*Your task:* Where a line in the listing below contains the word "Plaza", copy that line.

*The data:*
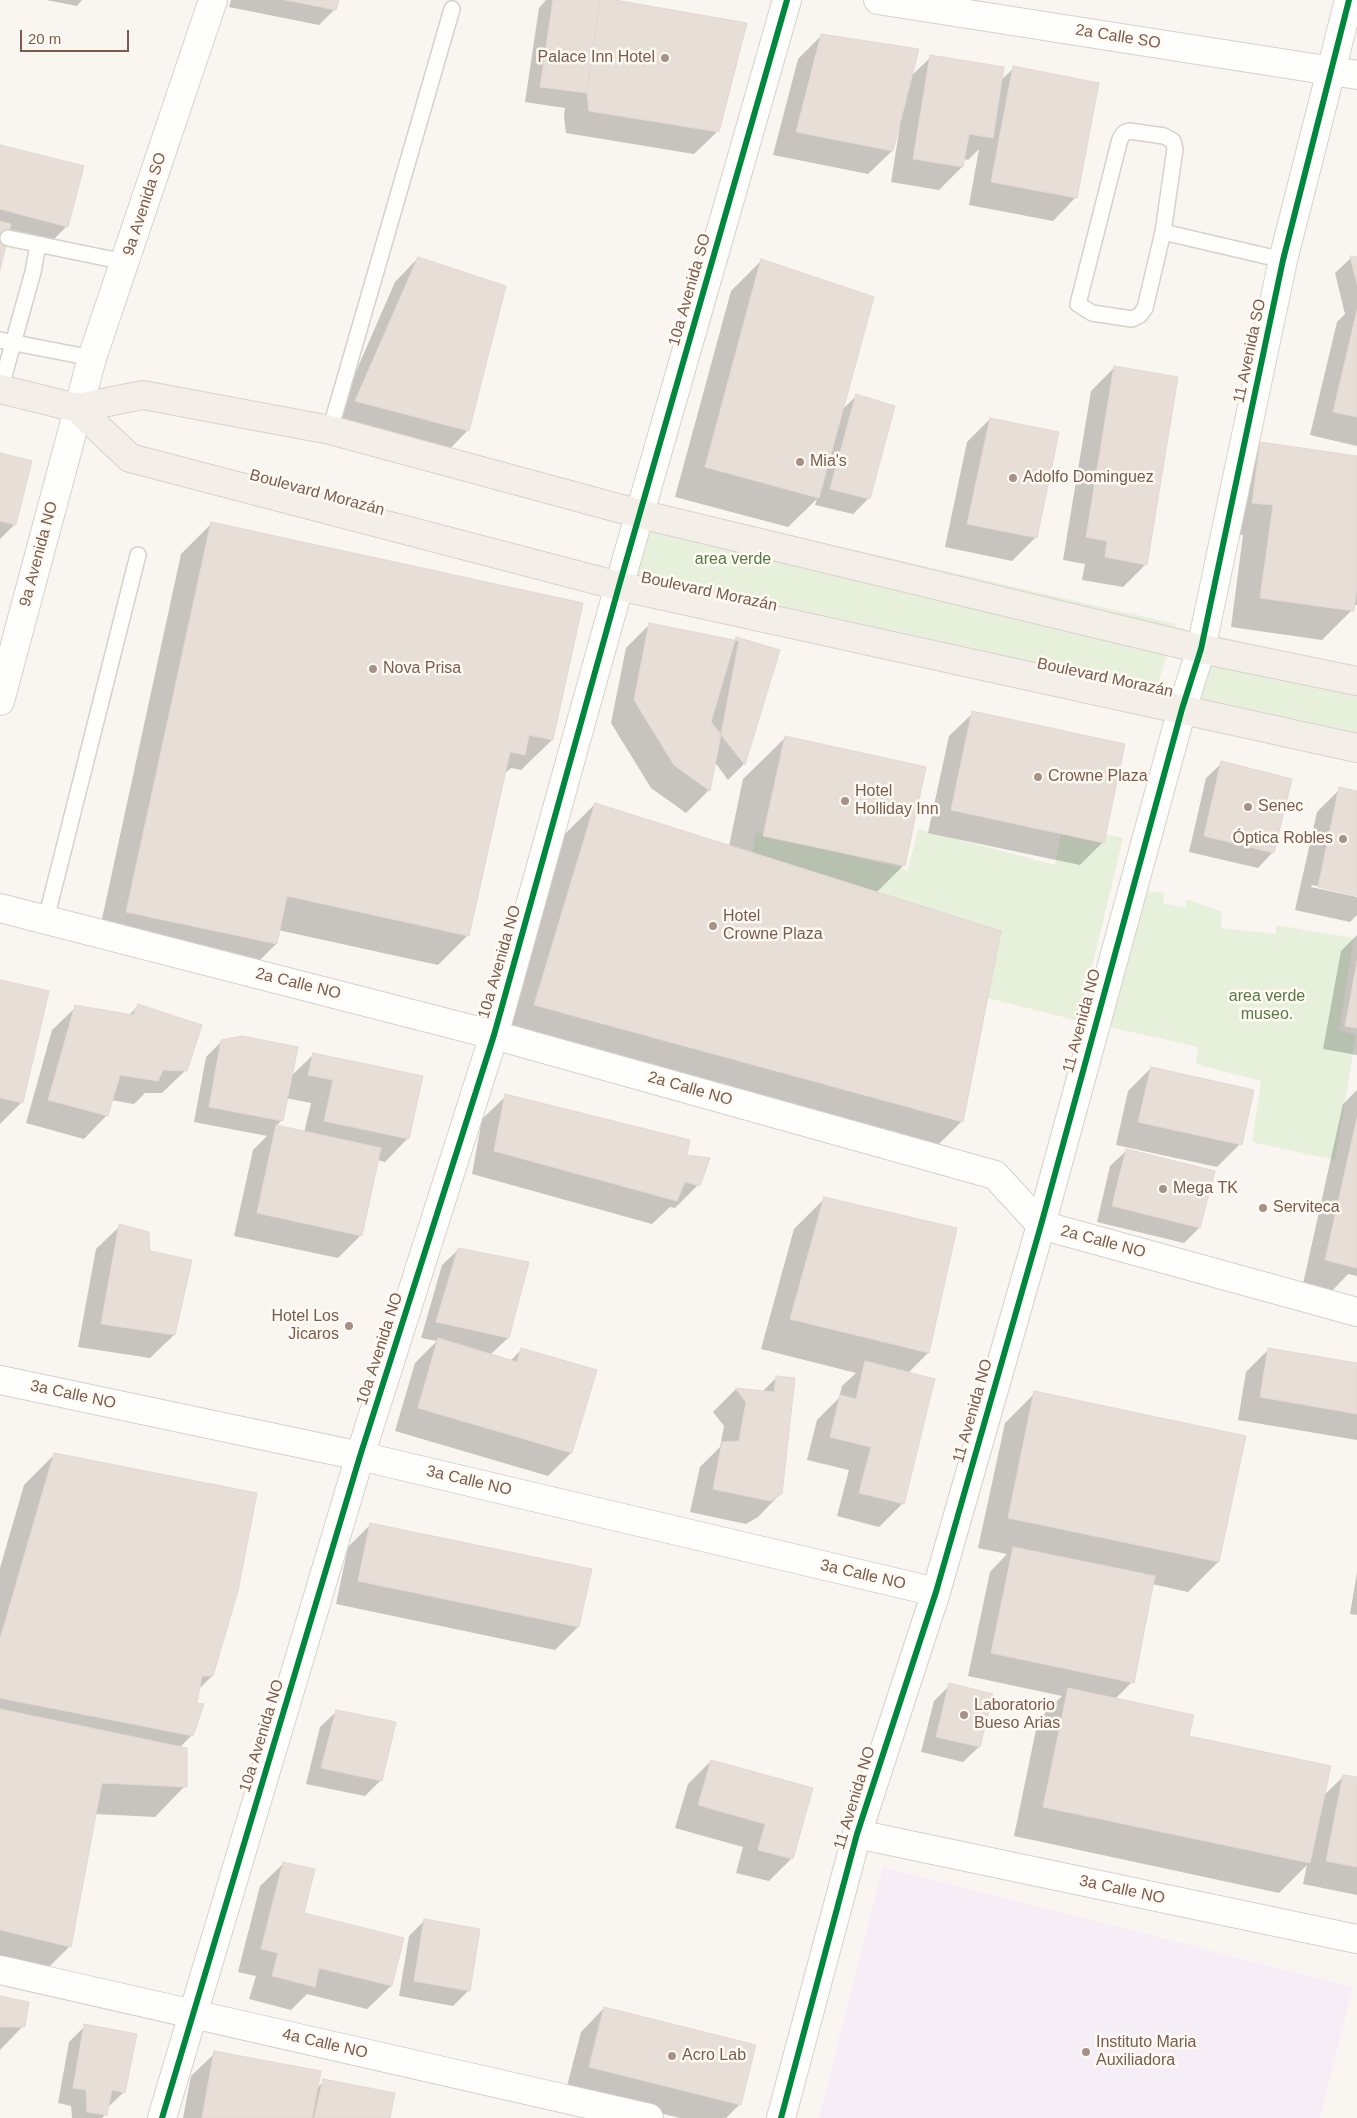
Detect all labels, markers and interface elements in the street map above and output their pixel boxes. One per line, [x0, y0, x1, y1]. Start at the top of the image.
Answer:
scale bar [22, 20, 131, 52]
street label: 2a Calle SO [1074, 21, 1162, 53]
text: 20 m [28, 30, 61, 47]
place label: Palace Inn Hotel [538, 48, 655, 68]
marker: Palace Inn Hotel [659, 52, 671, 64]
street label: 9a Avenida SO [119, 150, 171, 258]
street label: 10a Avenida SO [665, 231, 715, 349]
street label: 11 Avenida SO [1230, 297, 1270, 405]
place label: Mia's [810, 452, 847, 472]
marker: Mia's [794, 456, 806, 468]
street label: Boulevard Morazán [248, 466, 386, 520]
place label: Adolfo Dominguez [1023, 468, 1154, 488]
marker: Adolfo Dominguez [1007, 472, 1019, 484]
street label: 9a Avenida NO [16, 499, 62, 609]
park label: area verde [695, 550, 771, 570]
street label: Boulevard Morazán [639, 568, 779, 616]
street label: Boulevard Morazán [1035, 654, 1175, 702]
place label: Nova Prisa [383, 659, 461, 679]
marker: Nova Prisa [367, 663, 379, 675]
place label: Crowne Plaza [1048, 767, 1148, 787]
marker: Crowne Plaza [1032, 771, 1044, 783]
place label: Hotel Holliday Inn [855, 782, 939, 820]
marker: Hotel Holliday Inn [839, 795, 851, 807]
place label: Senec [1258, 797, 1303, 817]
marker: Senec [1242, 801, 1254, 813]
place label: Óptica Robles [1233, 829, 1333, 849]
marker: Óptica Robles [1337, 833, 1349, 845]
street label: 10a Avenida NO [475, 903, 525, 1021]
place label: Hotel Crowne Plaza [723, 907, 823, 945]
marker: Hotel Crowne Plaza [707, 920, 719, 932]
street label: 2a Calle NO [253, 964, 343, 1004]
street label: 11 Avenida NO [1059, 967, 1105, 1075]
park label: area verde museo. [1229, 987, 1305, 1025]
street label: 2a Calle NO [645, 1068, 735, 1110]
place label: Mega TK [1173, 1179, 1238, 1199]
marker: Mega TK [1157, 1183, 1169, 1195]
place label: Serviteca [1273, 1198, 1340, 1218]
marker: Serviteca [1257, 1202, 1269, 1214]
street label: 2a Calle NO [1058, 1221, 1148, 1263]
street label: 10a Avenida NO [353, 1290, 407, 1408]
place label: Hotel Los Jicaros [271, 1307, 339, 1345]
marker: Hotel Los Jicaros [343, 1320, 355, 1332]
street label: 11 Avenida NO [949, 1357, 997, 1465]
street label: 3a Calle NO [28, 1377, 118, 1413]
street label: 3a Calle NO [424, 1462, 514, 1500]
street label: 3a Calle NO [818, 1556, 908, 1594]
street label: 10a Avenida NO [236, 1677, 288, 1795]
place label: Laboratorio Bueso Arias [974, 1696, 1060, 1734]
marker: Laboratorio Bueso Arias [958, 1709, 970, 1721]
street label: 11 Avenida NO [830, 1744, 880, 1852]
street label: 3a Calle NO [1077, 1872, 1167, 1908]
street label: 4a Calle NO [280, 2025, 370, 2063]
place label: Instituto Maria Auxiliadora [1096, 2033, 1196, 2071]
place label: Acro Lab [682, 2046, 746, 2066]
marker: Instituto Maria Auxiliadora [1080, 2046, 1092, 2058]
marker: Acro Lab [666, 2050, 678, 2062]

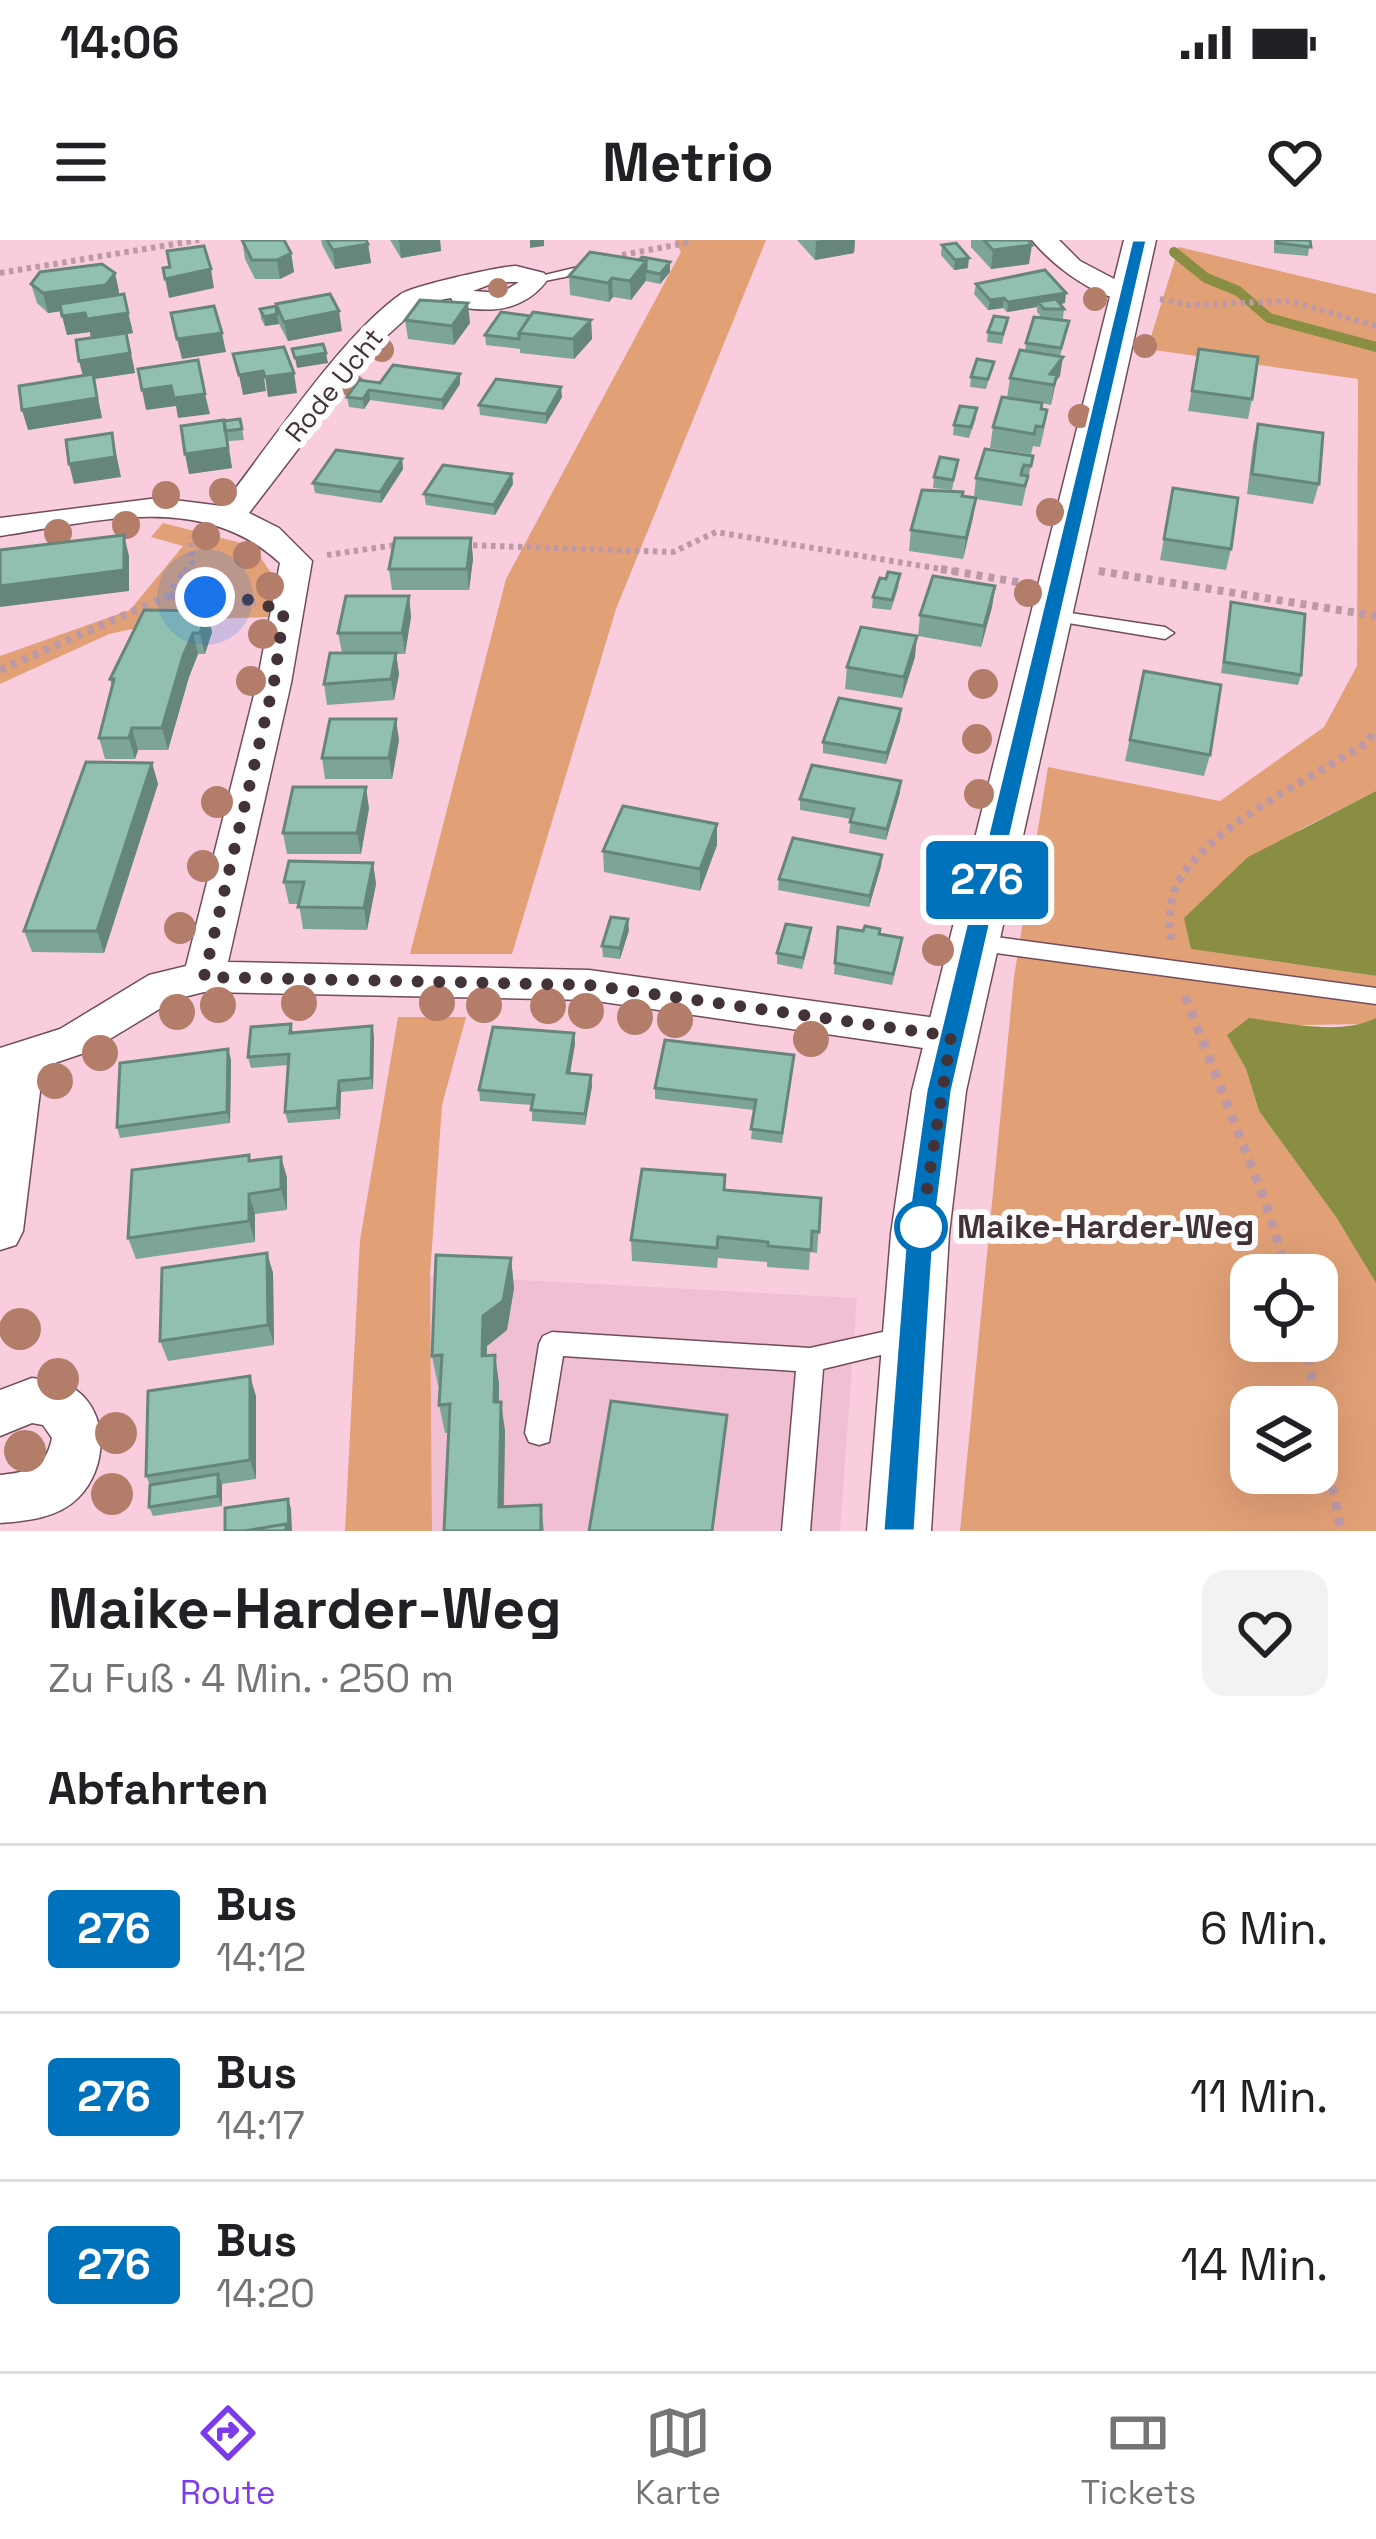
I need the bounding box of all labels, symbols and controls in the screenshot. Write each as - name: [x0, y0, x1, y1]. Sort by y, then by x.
- text: 14:06: [60, 14, 179, 71]
- text: Metrio: [602, 128, 774, 197]
- icon: menu: [48, 129, 114, 195]
- icon: heart: [1262, 129, 1328, 195]
- street label: Rode Ucht: [277, 321, 391, 449]
- your location: [175, 567, 235, 627]
- line badge: 276: [918, 841, 1056, 919]
- text: 276: [950, 853, 1024, 906]
- marker: Maike-Harder-Weg: [896, 1202, 946, 1252]
- place label: Maike-Harder-Weg: [957, 1206, 1254, 1248]
- map controls: [1230, 1254, 1338, 1494]
- button: locate: [1230, 1254, 1338, 1362]
- button: layers: [1230, 1386, 1338, 1494]
- button: heart: [1202, 1570, 1328, 1696]
- text: Maike-Harder-Weg: [48, 1572, 562, 1645]
- text: Zu Fuß · 4 Min. · 250 m: [48, 1654, 454, 1703]
- text: Abfahrten: [48, 1760, 269, 1817]
- text: Bus: [216, 1876, 297, 1933]
- text: 6 Min.: [1200, 1900, 1328, 1957]
- text: 276: [77, 1902, 151, 1955]
- text: 14:12: [216, 1933, 306, 1982]
- text: Bus: [216, 2044, 297, 2101]
- text: 11 Min.: [1190, 2068, 1328, 2125]
- text: 276: [77, 2070, 151, 2123]
- text: 14:17: [216, 2101, 305, 2150]
- text: Bus: [216, 2212, 297, 2269]
- text: 14 Min.: [1181, 2236, 1328, 2293]
- text: 276: [77, 2238, 151, 2291]
- text: 14:20: [216, 2269, 315, 2318]
- tab: Route: [180, 2400, 275, 2514]
- tab: Karte: [635, 2400, 721, 2514]
- tab: Tickets: [1081, 2400, 1196, 2514]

*Response for this exercise:*
place label: Crowne Plaza [1048, 767, 1148, 787]
marker: Crowne Plaza [1032, 771, 1044, 783]
place label: Hotel Crowne Plaza [723, 907, 823, 945]
marker: Hotel Crowne Plaza [707, 920, 719, 932]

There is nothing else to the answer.